BEGIN
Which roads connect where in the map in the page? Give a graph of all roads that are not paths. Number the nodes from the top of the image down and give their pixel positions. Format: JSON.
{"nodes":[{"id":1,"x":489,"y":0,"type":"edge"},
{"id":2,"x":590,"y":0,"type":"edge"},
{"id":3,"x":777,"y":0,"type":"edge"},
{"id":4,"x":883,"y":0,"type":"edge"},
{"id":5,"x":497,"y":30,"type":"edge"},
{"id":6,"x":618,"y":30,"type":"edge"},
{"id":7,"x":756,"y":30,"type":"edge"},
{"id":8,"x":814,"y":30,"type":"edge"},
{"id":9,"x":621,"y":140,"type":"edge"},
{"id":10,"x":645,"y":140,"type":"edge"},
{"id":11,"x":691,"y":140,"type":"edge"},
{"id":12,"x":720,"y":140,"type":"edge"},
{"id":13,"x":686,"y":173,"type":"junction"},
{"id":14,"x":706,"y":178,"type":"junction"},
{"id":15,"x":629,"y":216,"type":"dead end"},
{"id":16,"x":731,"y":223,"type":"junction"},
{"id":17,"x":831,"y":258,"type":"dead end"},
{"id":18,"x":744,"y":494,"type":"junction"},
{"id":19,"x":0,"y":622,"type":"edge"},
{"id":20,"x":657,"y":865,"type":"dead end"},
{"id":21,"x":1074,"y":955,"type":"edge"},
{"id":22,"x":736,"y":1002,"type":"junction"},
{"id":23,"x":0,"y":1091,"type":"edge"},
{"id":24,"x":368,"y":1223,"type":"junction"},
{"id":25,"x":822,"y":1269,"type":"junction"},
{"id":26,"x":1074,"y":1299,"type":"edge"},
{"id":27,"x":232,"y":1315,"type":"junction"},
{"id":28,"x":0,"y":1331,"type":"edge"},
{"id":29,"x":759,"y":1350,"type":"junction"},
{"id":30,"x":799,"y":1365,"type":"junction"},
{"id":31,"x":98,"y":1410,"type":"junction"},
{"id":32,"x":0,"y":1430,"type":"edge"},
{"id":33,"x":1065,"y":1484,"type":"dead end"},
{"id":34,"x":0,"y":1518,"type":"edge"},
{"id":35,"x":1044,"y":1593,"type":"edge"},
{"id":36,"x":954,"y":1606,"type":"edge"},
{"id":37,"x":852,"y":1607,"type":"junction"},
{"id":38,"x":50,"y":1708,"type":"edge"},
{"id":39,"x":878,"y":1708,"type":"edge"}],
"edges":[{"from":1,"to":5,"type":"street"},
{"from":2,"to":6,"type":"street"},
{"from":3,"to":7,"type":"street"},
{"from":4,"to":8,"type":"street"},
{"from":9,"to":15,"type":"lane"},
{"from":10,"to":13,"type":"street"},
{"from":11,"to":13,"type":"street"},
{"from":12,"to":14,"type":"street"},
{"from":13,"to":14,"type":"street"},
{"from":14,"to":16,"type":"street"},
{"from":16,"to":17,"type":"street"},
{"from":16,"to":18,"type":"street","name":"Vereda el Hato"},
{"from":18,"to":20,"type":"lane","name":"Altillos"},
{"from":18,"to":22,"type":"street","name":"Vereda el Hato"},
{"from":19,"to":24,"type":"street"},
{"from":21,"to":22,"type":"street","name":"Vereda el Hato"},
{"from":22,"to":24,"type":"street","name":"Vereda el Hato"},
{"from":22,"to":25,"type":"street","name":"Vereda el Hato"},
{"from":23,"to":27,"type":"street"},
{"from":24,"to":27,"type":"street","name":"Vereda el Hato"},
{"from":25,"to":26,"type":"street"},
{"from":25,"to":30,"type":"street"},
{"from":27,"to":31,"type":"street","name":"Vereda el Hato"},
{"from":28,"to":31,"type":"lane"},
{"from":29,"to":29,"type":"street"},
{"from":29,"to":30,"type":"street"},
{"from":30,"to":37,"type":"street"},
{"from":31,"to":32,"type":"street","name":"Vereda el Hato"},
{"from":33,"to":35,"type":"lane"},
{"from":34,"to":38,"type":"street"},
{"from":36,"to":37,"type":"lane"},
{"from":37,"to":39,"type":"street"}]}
END
▸ **Exercise prompt**: Would you show each line of the material above that contains the string "lane"?

▸ **Output for this exercise**:
{"from":9,"to":15,"type":"lane"},
{"from":18,"to":20,"type":"lane","name":"Altillos"},
{"from":28,"to":31,"type":"lane"},
{"from":33,"to":35,"type":"lane"},
{"from":36,"to":37,"type":"lane"},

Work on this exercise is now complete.